Au Canada, la pomme de terre fait vivre au-delà de 350 000 Canadiens, tous secteurs confondus. Producteurs agricoles, distributeurs, restaurateurs, bien des gens s’affairent à nous offrir la meilleure poutine, patate frite ou frite-sauce.

Mais ces jours-ci, la pomme de terre semble avoir du mal à se tisser une place au sein d’une société qui mise de plus en plus sur une diète santé. Elle a pourtant permis à plusieurs propriétaires de cantine à patates de bien gagner leur vie, autant en région que dans les centres urbains. Pendant que les cabanes à patates en région devenaient le second lieu d’attroupement après le perron d’église, les grandes chaînes mariaient la patate à leur plat vedette.

Plusieurs ne savent pas que le Canada a innové plus d’une fois avec la patate. Les croustilles assaisonnées et à saveur de ketchup, les flocons de patates pilées instantanées ont tous été inventés au Canada. La patate Yukon Gold, l’une des variétés les plus populaires au monde, a été créée chez nous. Et bien sûr, la popularité de la poutine a aussi donné un nouveau souffle à la patate, mais depuis une vingtaine d’années, il n’y a pas vraiment de plat ou d’innovation qui offre une attention particulière à la patate. La baisse des ventes reflète malheureusement cette réalité.

La patate, la vénérable des champs, fait face à deux obstacles importants. D’abord, sa préparation. Une patate crue prend du temps à cuire. Et pour le consommateur, le temps est devenu précieux. Les patates précuites intéressent les consommateurs, mais il faut toujours savoir quoi faire avec ce produit en cuisine. Ce n’est pas tout le monde qui sait cuisiner de nos jours. 

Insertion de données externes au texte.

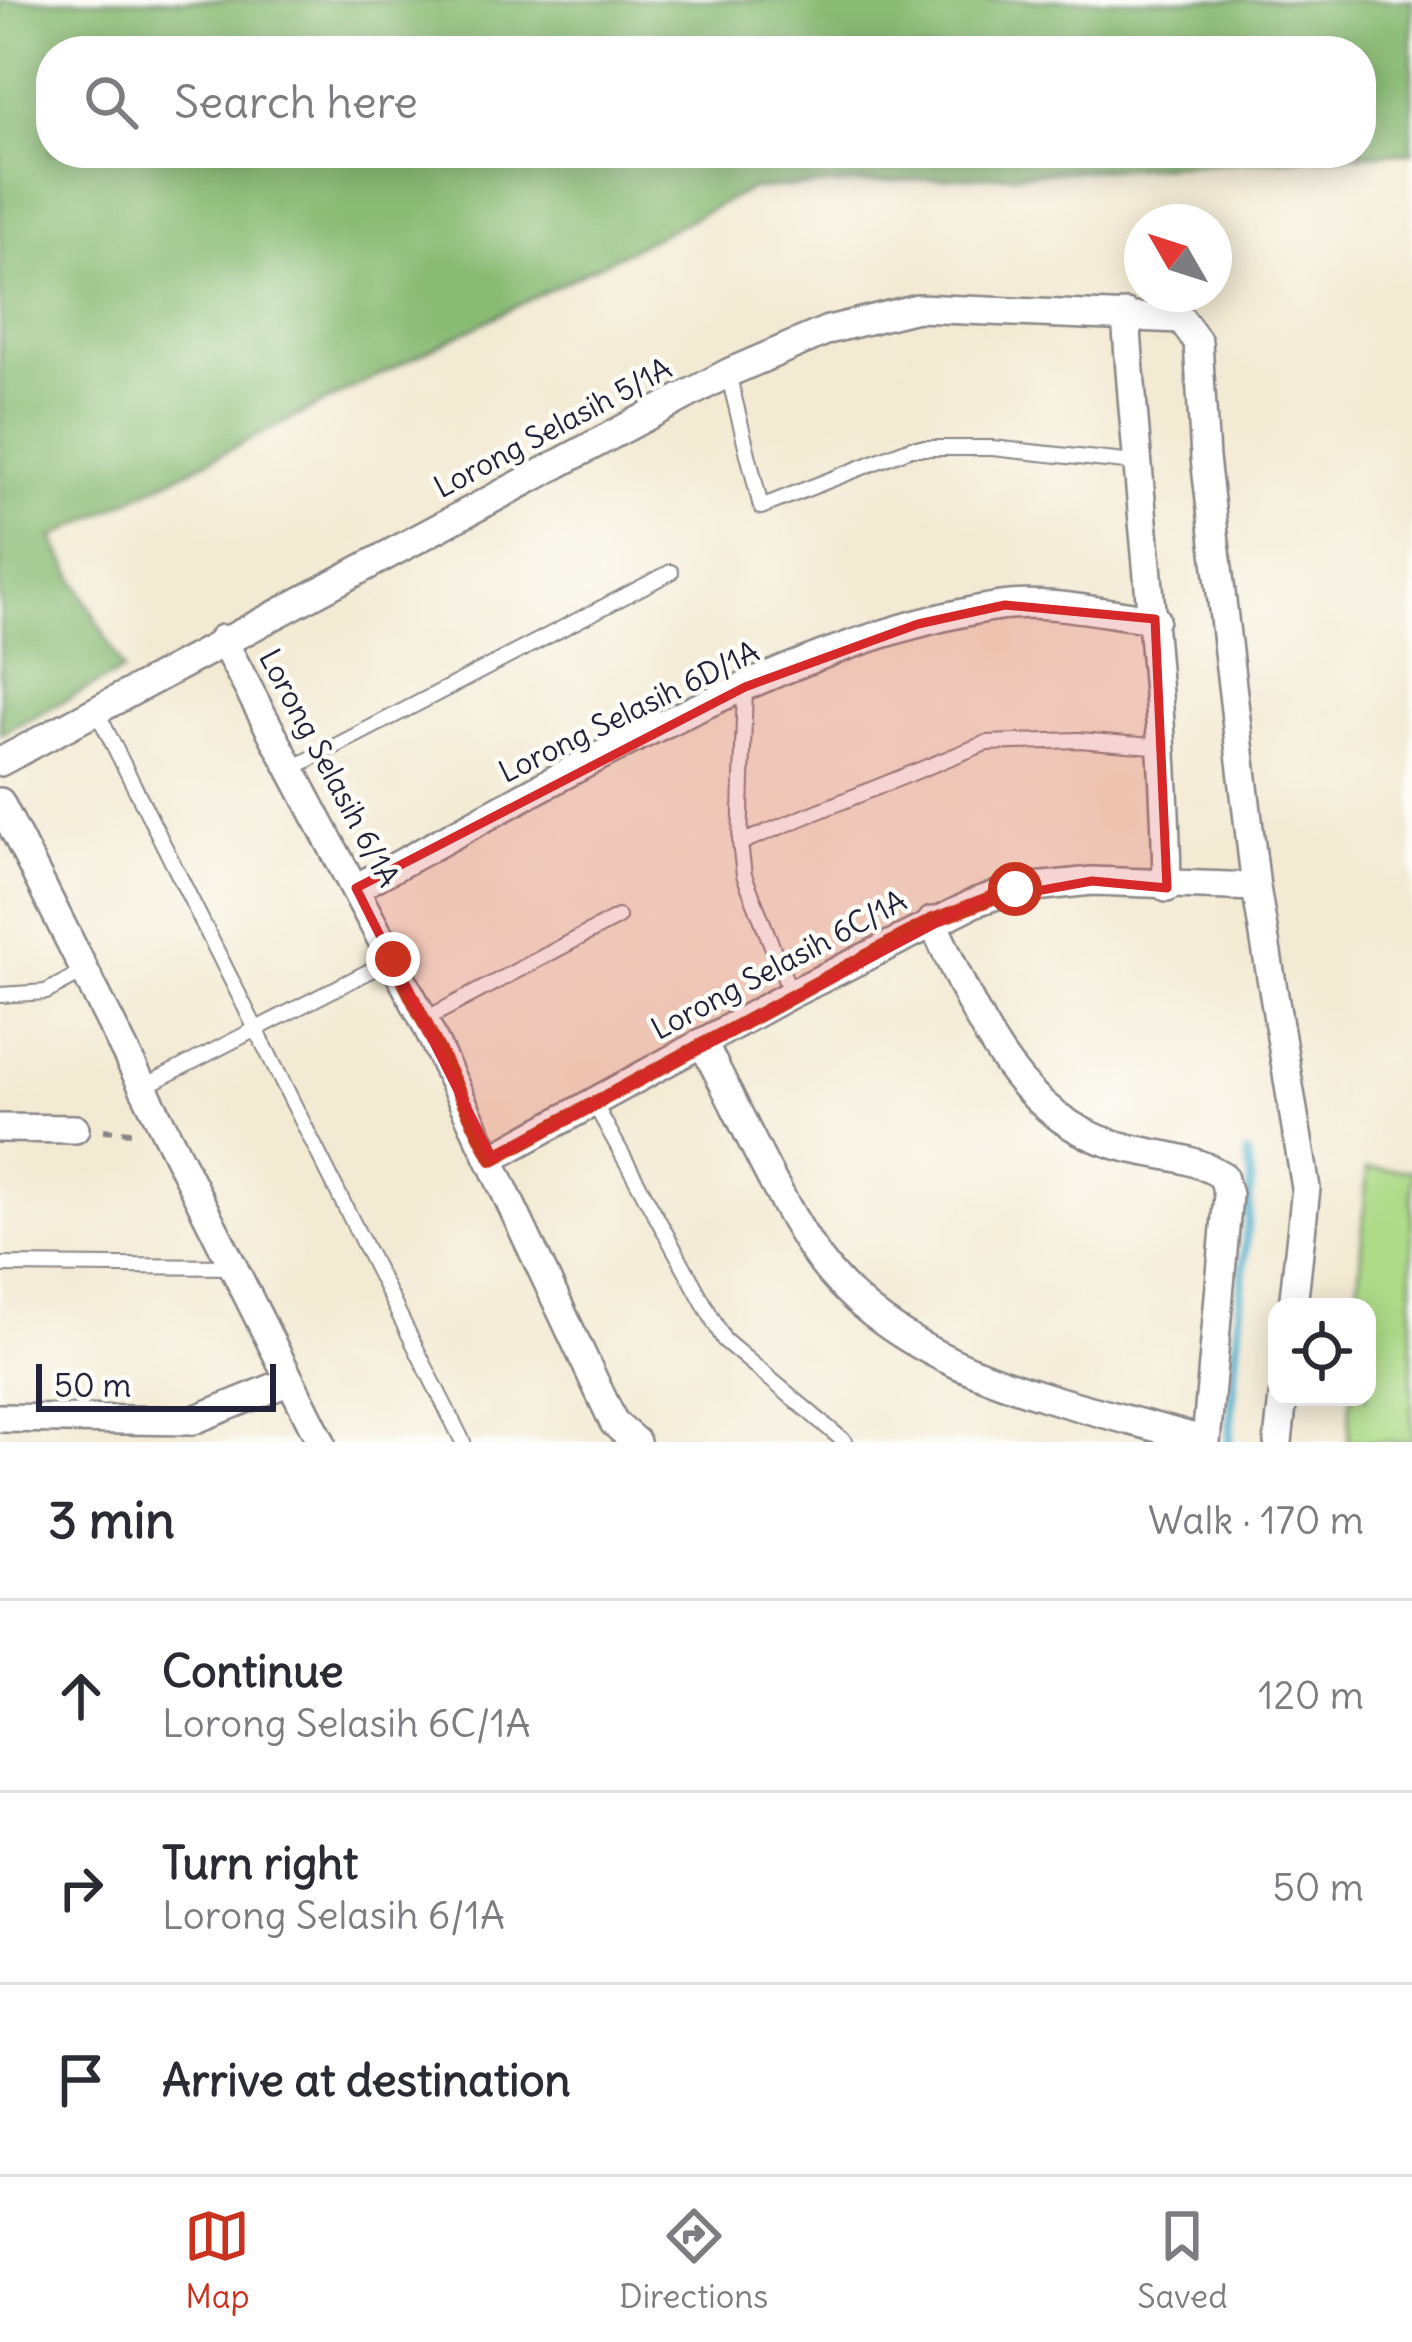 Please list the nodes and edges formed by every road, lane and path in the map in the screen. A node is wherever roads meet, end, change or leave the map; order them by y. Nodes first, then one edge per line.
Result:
1 (1126, 314) junction
2 (728, 373) junction
3 (1135, 463) junction
4 (670, 572) dead end
5 (1155, 619) junction
6 (222, 639) junction
7 (745, 687) junction
8 (95, 708) junction
9 (1166, 747) junction
10 (0, 762) edge
11 (293, 768) junction
12 (0, 802) edge
13 (740, 843) junction
14 (1256, 887) junction
15 (356, 888) junction
16 (1167, 888) junction
17 (618, 917) dead end
18 (932, 921) junction
19 (393, 959) junction
20 (85, 971) junction
21 (791, 994) junction
22 (0, 995) edge
23 (424, 1020) junction
24 (256, 1029) junction
25 (702, 1042) junction
26 (142, 1087) junction
27 (594, 1103) junction
28 (0, 1128) edge
29 (75, 1129) joint
30 (166, 1133) junction
31 (492, 1159) junction
32 (0, 1265) edge
33 (233, 1267) junction
34 (1294, 1298) edge
35 (290, 1381) junction
36 (1282, 1406) edge
37 (0, 1418) edge
38 (321, 1442) edge
39 (463, 1442) edge
40 (635, 1442) edge
41 (845, 1442) edge
42 (1206, 1442) edge
43 (1278, 1442) edge

1 - 2 street, Lorong Selasih 5/1A
1 - 3 street
1 - 14 street, Lorong Selasih 5/1A
2 - 3 lane
2 - 6 street, Lorong Selasih 5/1A
3 - 5 street
4 - 11 lane
5 - 7 street, Lorong Selasih 6D/1A
5 - 9 street
6 - 8 street, Lorong Selasih 5/1A
6 - 11 street, Lorong Selasih 6/1A
7 - 13 lane
7 - 15 street, Lorong Selasih 6D/1A
8 - 10 street, Lorong Selasih 5/1A
8 - 24 lane
9 - 13 lane
9 - 16 street
11 - 15 street, Lorong Selasih 6/1A
12 - 20 street
13 - 21 lane
14 - 16 street, Lorong Selasih 6C/1A
14 - 34 street
15 - 19 street, Lorong Selasih 6/1A
16 - 18 street, Lorong Selasih 6C/1A
17 - 23 lane
18 - 21 street, Lorong Selasih 6C/1A
18 - 42 street
19 - 23 street, Lorong Selasih 6/1A
19 - 24 lane
20 - 22 lane
20 - 26 street
21 - 25 street, Lorong Selasih 6C/1A
23 - 31 street, Lorong Selasih 6/1A
24 - 26 lane
24 - 39 lane
25 - 27 street, Lorong Selasih 6C/1A
25 - 42 street
26 - 30 street
27 - 31 street, Lorong Selasih 6C/1A
27 - 41 lane
28 - 29 street
29 - 30 path
30 - 33 street
31 - 40 street, Lorong Selasih 6/1A
32 - 33 lane
33 - 35 street
35 - 37 street
35 - 38 street
36 - 43 street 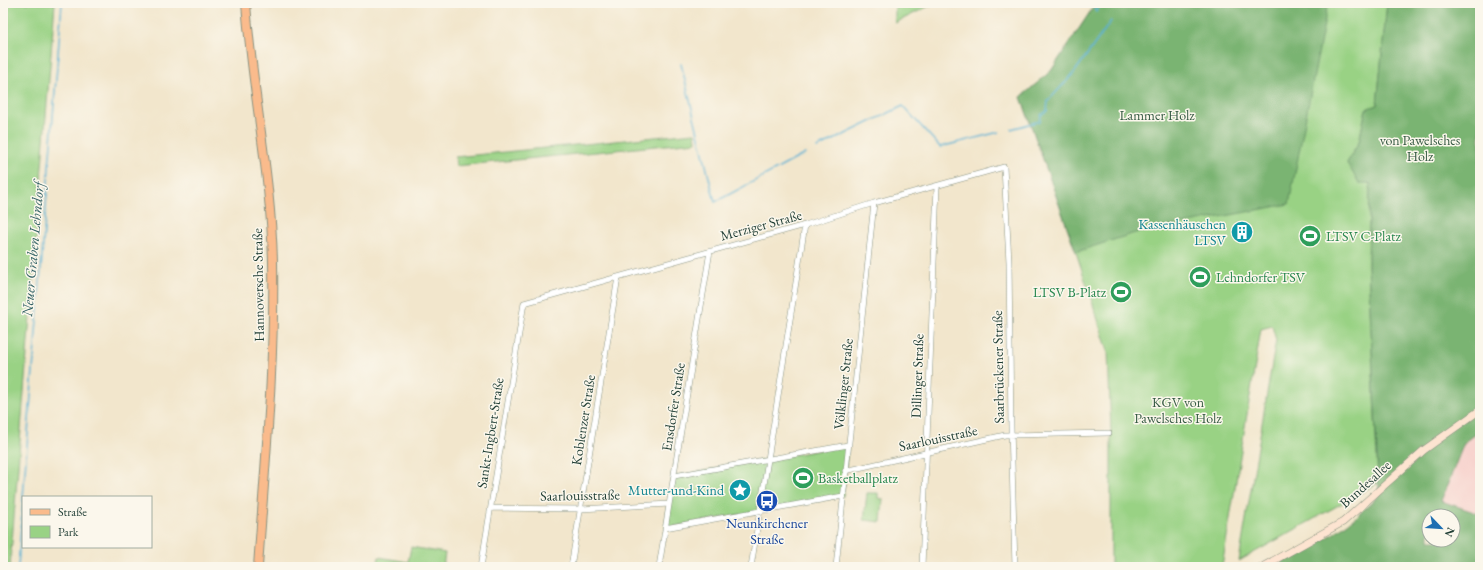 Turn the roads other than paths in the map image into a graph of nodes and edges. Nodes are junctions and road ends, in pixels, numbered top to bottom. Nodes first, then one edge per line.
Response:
1 (246, 3) edge
2 (1004, 168) joint
3 (937, 186) junction
4 (874, 203) junction
5 (805, 225) junction
6 (710, 251) junction
7 (618, 277) junction
8 (524, 303) joint
9 (1480, 410) edge
10 (1109, 433) dead end
11 (1012, 435) junction
12 (848, 445) junction
13 (926, 452) junction
14 (766, 460) junction
15 (845, 471) junction
16 (674, 476) junction
17 (843, 496) junction
18 (669, 504) junction
19 (491, 508) junction
20 (581, 509) junction
21 (760, 512) junction
22 (665, 528) junction
23 (258, 567) edge
24 (481, 567) edge
25 (571, 567) edge
26 (659, 567) edge
27 (751, 567) edge
28 (836, 567) edge
29 (922, 567) edge
30 (1015, 567) edge
31 (1262, 567) edge

1 - 23 main road, Hannoversche Straße
2 - 3 street, Merziger Straße
2 - 11 street, Saarbrückener Straße
3 - 4 street, Merziger Straße
3 - 13 street, Dillinger Straße
4 - 5 street, Merziger Straße
4 - 12 street, Völklinger Straße
5 - 6 street, Merziger Straße
5 - 14 street
6 - 7 street, Merziger Straße
6 - 16 street, Ensdorfer Straße
7 - 8 street, Merziger Straße
7 - 20 street, Koblenzer Straße
8 - 19 street, Sankt-Ingbert-Straße
9 - 31 street, Bundesallee
10 - 11 street, Saarlouisstraße
11 - 13 street, Saarlouisstraße
11 - 30 street, Saarbrückener Straße
12 - 14 street
12 - 15 street, Völklinger Straße
13 - 15 street, Saarlouisstraße
13 - 29 street, Dillinger Straße
14 - 16 street
14 - 21 street
15 - 17 street, Völklinger Straße
16 - 18 street, Ensdorfer Straße
17 - 21 street
17 - 28 street, Völklinger Straße
18 - 20 street, Saarlouisstraße
18 - 22 street, Ensdorfer Straße
19 - 20 street, Saarlouisstraße
19 - 24 street, Sankt-Ingbert-Straße
20 - 25 street, Koblenzer Straße
21 - 22 street
21 - 27 street
22 - 26 street, Ensdorfer Straße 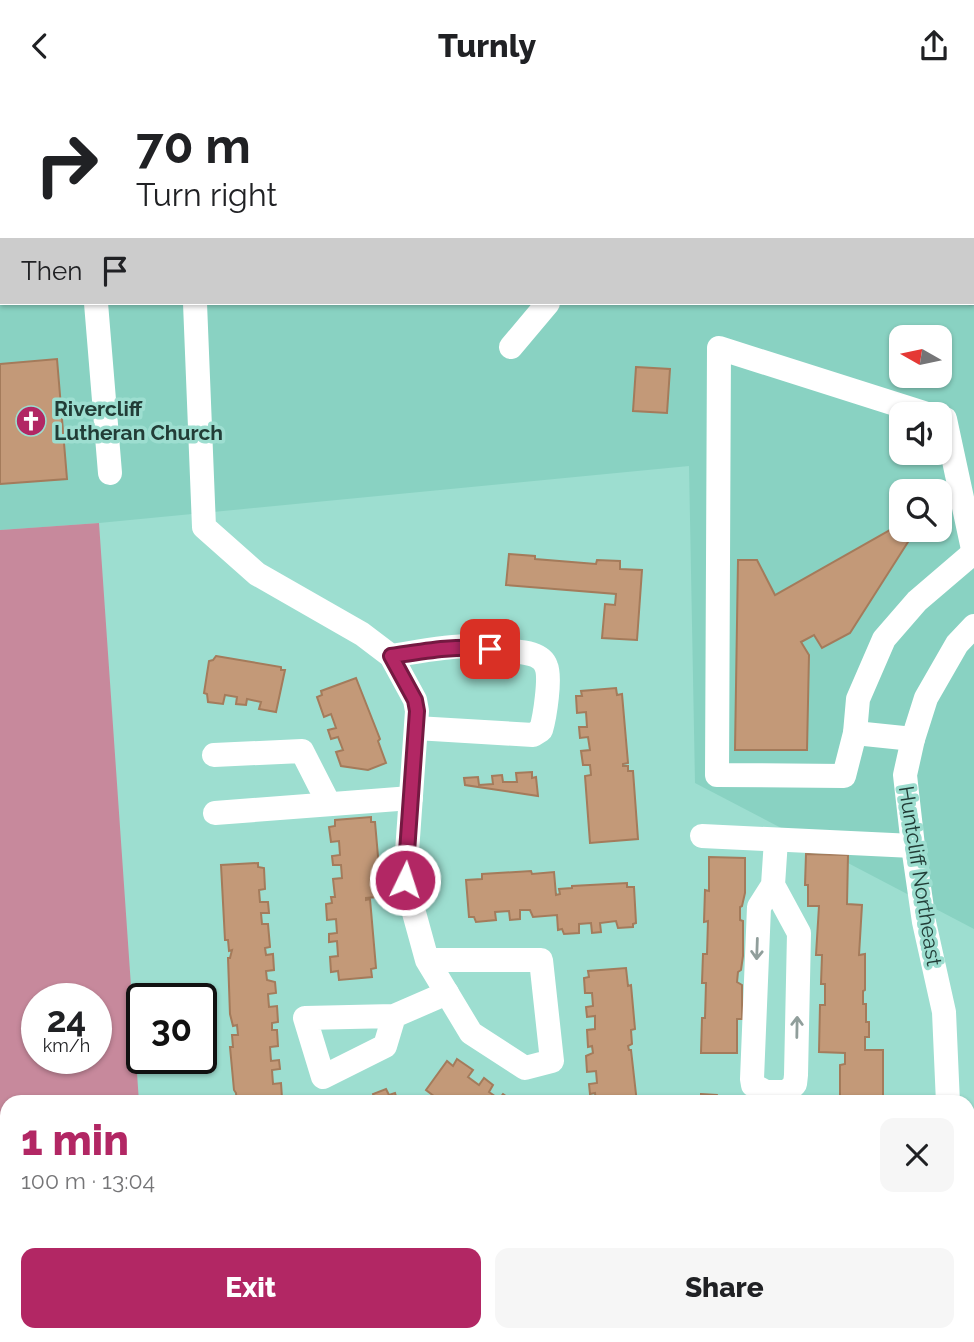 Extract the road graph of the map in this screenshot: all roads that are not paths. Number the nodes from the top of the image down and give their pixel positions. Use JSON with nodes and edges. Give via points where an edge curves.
{"nodes":[{"id":1,"x":96,"y":305,"type":"edge"},
{"id":2,"x":195,"y":305,"type":"edge"},
{"id":3,"x":546,"y":305,"type":"edge"},
{"id":4,"x":511,"y":347,"type":"dead end"},
{"id":5,"x":889,"y":402,"type":"edge"},
{"id":6,"x":952,"y":456,"type":"edge"},
{"id":7,"x":110,"y":473,"type":"dead end"},
{"id":8,"x":973,"y":553,"type":"edge"},
{"id":9,"x":974,"y":626,"type":"edge"},
{"id":10,"x":391,"y":656,"type":"junction"},
{"id":11,"x":416,"y":728,"type":"junction"},
{"id":12,"x":855,"y":733,"type":"junction"},
{"id":13,"x":913,"y":739,"type":"junction"},
{"id":14,"x":214,"y":755,"type":"dead end"},
{"id":15,"x":411,"y":798,"type":"junction"},
{"id":16,"x":329,"y":804,"type":"junction"},
{"id":17,"x":215,"y":813,"type":"dead end"},
{"id":18,"x":702,"y":836,"type":"dead end"},
{"id":19,"x":776,"y":840,"type":"junction"},
{"id":20,"x":913,"y":846,"type":"junction"},
{"id":21,"x":773,"y":884,"type":"junction"},
{"id":22,"x":427,"y":960,"type":"junction"},
{"id":23,"x":447,"y":993,"type":"junction"},
{"id":24,"x":394,"y":1016,"type":"dead end"},
{"id":25,"x":948,"y":1095,"type":"edge"}],
"edges":[{"from":1,"to":7,"type":"street"},
{"from":2,"to":10,"type":"street","via":[[204,527],[257,574]]},
{"from":3,"to":4,"type":"street"},
{"from":5,"to":12,"type":"street","via":[[719,348],[717,775],[844,776]]},
{"from":6,"to":8,"type":"street"},
{"from":8,"to":12,"type":"street","via":[[917,601],[884,639],[858,699]]},
{"from":9,"to":13,"type":"street","name":"Huntcliff Northeast","via":[[957,644],[926,698]]},
{"from":10,"to":11,"type":"street","via":[[415,700]]},
{"from":10,"to":11,"type":"street","via":[[471,646],[528,653],[546,663],[544,720],[533,735]]},
{"from":11,"to":15,"type":"street"},
{"from":12,"to":13,"type":"street"},
{"from":13,"to":20,"type":"street","name":"Huntcliff Northeast","via":[[905,775]]},
{"from":14,"to":16,"type":"street","via":[[302,751]]},
{"from":15,"to":16,"type":"street"},
{"from":15,"to":22,"type":"street","via":[[405,880]]},
{"from":16,"to":17,"type":"street"},
{"from":18,"to":19,"type":"street"},
{"from":19,"to":20,"type":"street"},
{"from":19,"to":21,"type":"street"},
{"from":20,"to":25,"type":"street","name":"Huntcliff Northeast","via":[[944,1012]]},
{"from":21,"to":21,"type":"street","one_way":true,"via":[[759,907],[752,1079],[753,1085],[766,1092],[787,1092],[796,1075],[799,933]]},
{"from":22,"to":23,"type":"street"},
{"from":22,"to":23,"type":"street","via":[[541,960],[552,1061],[525,1068],[471,1033]]},
{"from":23,"to":24,"type":"street"}]}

L’autre défi est la méconnaissance de ses attributs nutritifs. En effet, la patate contient de façon générale plus de potassium que la banane, plus de vitamine C que l’orange et plus de fibres que la pomme. Quand même incroyable comme palmarès ! Mais les régimes contemporains et populaires comme la diète cétogène n’encouragent pas la consommation d’aliments riches en glucides comme la patate.

En principe, une campagne qui vise à rappeler les bienfaits de la patate est une stratégie opportune. La patate le mérite bien. Après tout, elle peut même générer de l’énergie pour allumer une ampoule, tandis que Monsieur Patate est encore désiré par plusieurs enfants à travers le monde.

Elle représente le légume parfait, autant pour la survie que pour le plaisir.